**Your instructions:**
Find all lines in the records that include the word "nodes", and copy them out.

**Dataset content:**

○ ○ ○ ○ ○ ○ ○

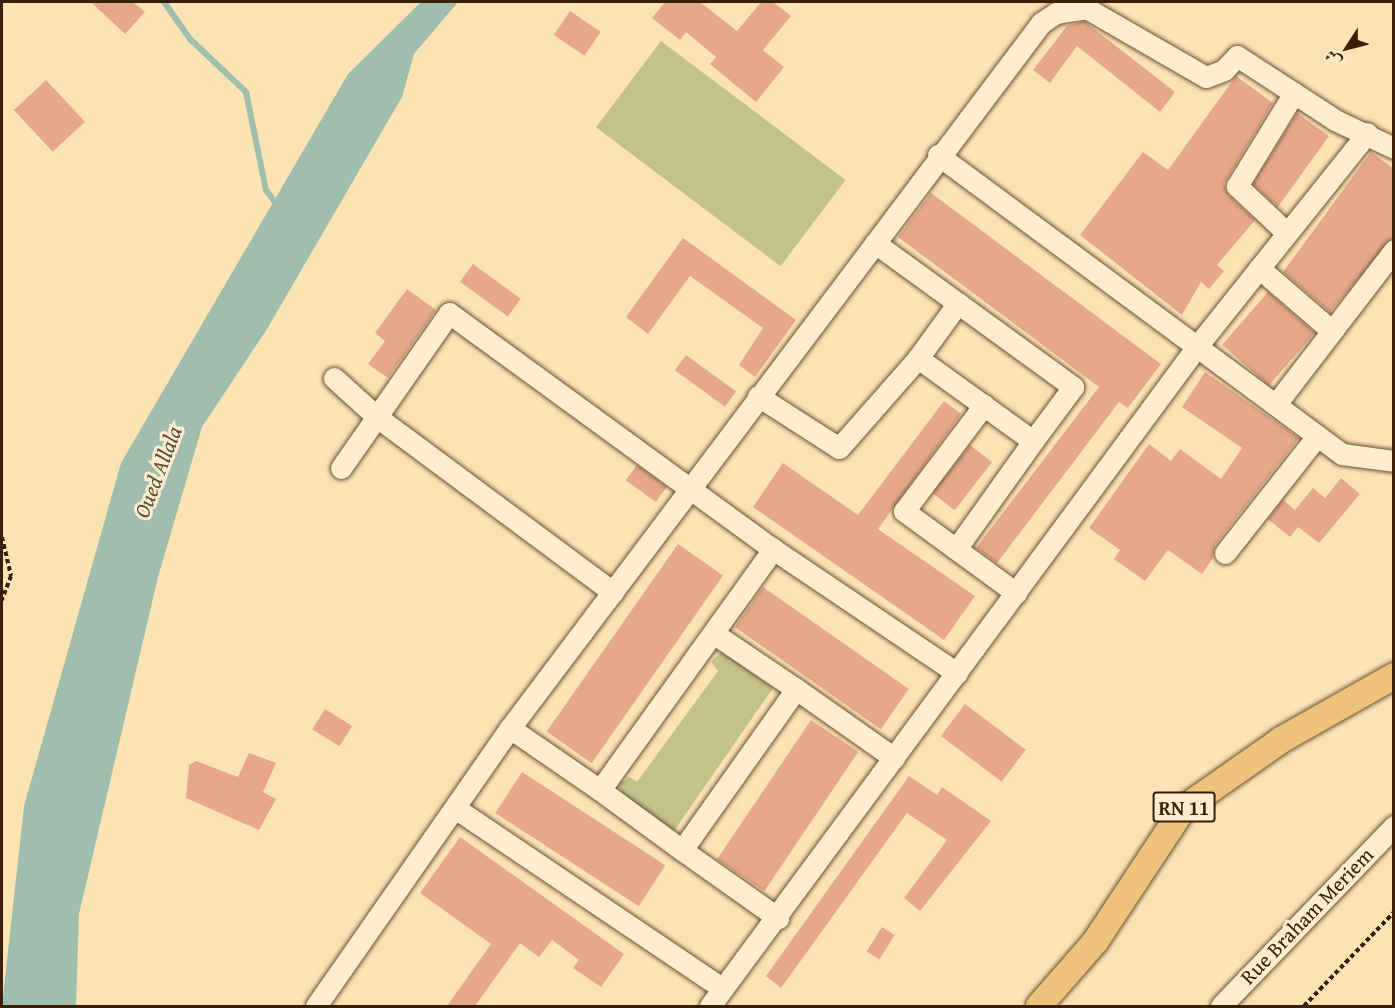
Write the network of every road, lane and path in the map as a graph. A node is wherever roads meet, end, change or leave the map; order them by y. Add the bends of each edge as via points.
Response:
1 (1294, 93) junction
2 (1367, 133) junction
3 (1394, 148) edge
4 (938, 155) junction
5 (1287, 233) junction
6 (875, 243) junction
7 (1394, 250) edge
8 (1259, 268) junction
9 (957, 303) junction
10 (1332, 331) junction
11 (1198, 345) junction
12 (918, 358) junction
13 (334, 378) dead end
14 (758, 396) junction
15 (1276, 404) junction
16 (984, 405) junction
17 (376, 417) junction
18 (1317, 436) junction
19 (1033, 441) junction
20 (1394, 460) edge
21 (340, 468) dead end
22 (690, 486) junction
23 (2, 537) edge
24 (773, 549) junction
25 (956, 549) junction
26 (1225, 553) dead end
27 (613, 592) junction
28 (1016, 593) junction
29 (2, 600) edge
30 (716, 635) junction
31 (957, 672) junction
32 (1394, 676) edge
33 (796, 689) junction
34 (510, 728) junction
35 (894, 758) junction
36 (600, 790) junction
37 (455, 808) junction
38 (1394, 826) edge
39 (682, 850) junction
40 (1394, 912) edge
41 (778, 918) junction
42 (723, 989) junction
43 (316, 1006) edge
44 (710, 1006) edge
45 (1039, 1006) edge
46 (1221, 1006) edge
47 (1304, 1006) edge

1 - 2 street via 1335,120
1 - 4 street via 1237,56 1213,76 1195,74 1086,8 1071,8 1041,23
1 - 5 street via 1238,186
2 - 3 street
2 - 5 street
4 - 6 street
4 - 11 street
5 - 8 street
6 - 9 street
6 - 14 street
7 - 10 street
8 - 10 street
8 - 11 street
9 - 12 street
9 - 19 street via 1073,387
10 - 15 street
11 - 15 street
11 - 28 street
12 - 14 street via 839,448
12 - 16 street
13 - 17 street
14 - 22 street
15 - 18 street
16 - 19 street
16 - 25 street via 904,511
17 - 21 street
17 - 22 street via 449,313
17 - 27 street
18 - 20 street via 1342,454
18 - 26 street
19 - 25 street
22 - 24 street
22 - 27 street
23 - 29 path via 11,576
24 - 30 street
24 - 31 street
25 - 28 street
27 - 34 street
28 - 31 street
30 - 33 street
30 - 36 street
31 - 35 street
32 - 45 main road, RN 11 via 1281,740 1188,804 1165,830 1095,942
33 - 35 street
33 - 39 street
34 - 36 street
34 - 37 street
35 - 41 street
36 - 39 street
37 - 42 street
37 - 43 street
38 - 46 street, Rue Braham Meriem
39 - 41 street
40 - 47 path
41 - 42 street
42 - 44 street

○ ○ ○ ○ ○ ○ ○

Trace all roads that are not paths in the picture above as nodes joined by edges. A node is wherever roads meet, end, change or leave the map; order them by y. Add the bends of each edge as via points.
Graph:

○ ○ ○ ○ ○ ○ ○

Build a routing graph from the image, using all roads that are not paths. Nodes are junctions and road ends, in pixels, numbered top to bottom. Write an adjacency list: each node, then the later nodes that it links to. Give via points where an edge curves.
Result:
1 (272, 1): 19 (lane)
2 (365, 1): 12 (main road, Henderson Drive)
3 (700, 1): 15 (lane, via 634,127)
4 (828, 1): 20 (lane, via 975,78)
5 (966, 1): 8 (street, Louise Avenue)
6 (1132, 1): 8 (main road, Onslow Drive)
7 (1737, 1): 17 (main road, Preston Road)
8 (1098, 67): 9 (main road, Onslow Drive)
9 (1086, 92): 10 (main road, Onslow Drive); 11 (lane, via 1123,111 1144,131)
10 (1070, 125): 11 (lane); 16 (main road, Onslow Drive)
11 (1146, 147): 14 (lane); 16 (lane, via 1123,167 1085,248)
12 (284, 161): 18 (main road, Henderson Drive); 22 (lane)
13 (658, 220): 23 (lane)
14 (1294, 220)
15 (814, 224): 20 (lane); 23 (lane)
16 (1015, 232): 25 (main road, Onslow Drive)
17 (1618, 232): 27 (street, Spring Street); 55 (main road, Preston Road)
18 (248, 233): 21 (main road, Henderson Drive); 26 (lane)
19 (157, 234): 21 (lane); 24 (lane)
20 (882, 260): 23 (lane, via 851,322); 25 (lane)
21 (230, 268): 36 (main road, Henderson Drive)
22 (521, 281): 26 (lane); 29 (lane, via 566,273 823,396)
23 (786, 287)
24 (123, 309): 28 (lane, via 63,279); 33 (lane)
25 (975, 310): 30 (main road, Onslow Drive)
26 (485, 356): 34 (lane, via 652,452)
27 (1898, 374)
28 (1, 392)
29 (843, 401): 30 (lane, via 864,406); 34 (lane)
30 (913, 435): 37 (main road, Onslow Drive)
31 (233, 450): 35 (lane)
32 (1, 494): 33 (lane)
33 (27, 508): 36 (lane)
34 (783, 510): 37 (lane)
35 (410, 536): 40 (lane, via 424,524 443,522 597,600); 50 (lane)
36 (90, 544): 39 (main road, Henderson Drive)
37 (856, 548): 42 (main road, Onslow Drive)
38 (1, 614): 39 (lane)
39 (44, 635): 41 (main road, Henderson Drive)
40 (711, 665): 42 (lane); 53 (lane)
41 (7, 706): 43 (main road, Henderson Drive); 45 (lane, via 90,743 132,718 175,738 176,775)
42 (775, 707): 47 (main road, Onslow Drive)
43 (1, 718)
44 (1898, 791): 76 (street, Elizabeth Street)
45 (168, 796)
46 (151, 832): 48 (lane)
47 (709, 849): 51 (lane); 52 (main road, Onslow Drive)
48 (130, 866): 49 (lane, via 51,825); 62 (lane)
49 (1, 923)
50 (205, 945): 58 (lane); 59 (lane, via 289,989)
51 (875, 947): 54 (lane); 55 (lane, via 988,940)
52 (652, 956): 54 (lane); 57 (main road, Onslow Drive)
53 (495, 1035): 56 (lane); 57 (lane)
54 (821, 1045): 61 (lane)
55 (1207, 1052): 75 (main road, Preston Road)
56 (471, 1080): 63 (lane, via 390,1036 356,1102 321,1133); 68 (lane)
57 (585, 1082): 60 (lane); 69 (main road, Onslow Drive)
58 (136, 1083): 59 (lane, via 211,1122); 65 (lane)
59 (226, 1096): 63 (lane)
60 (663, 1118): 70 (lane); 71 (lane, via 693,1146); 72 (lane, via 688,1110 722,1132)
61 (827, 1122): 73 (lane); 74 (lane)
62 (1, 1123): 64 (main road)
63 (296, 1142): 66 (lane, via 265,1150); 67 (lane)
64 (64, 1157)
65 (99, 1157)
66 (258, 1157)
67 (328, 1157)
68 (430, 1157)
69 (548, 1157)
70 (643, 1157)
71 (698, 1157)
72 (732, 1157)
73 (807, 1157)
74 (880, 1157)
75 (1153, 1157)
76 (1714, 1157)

○ ○ ○ ○ ○ ○ ○

**Answer to the exercise:**
Trace all roads that are not paths in the picture above as nodes joined by edges. A node is wherever roads meet, end, change or leave the map; order them by y. Add the bends of each edge as via points.
Build a routing graph from the image, using all roads that are not paths. Nodes are junctions and road ends, in pixels, numbered top to bottom. Write an adjacency list: each node, then the later nodes that it links to. Give via points where an edge curves.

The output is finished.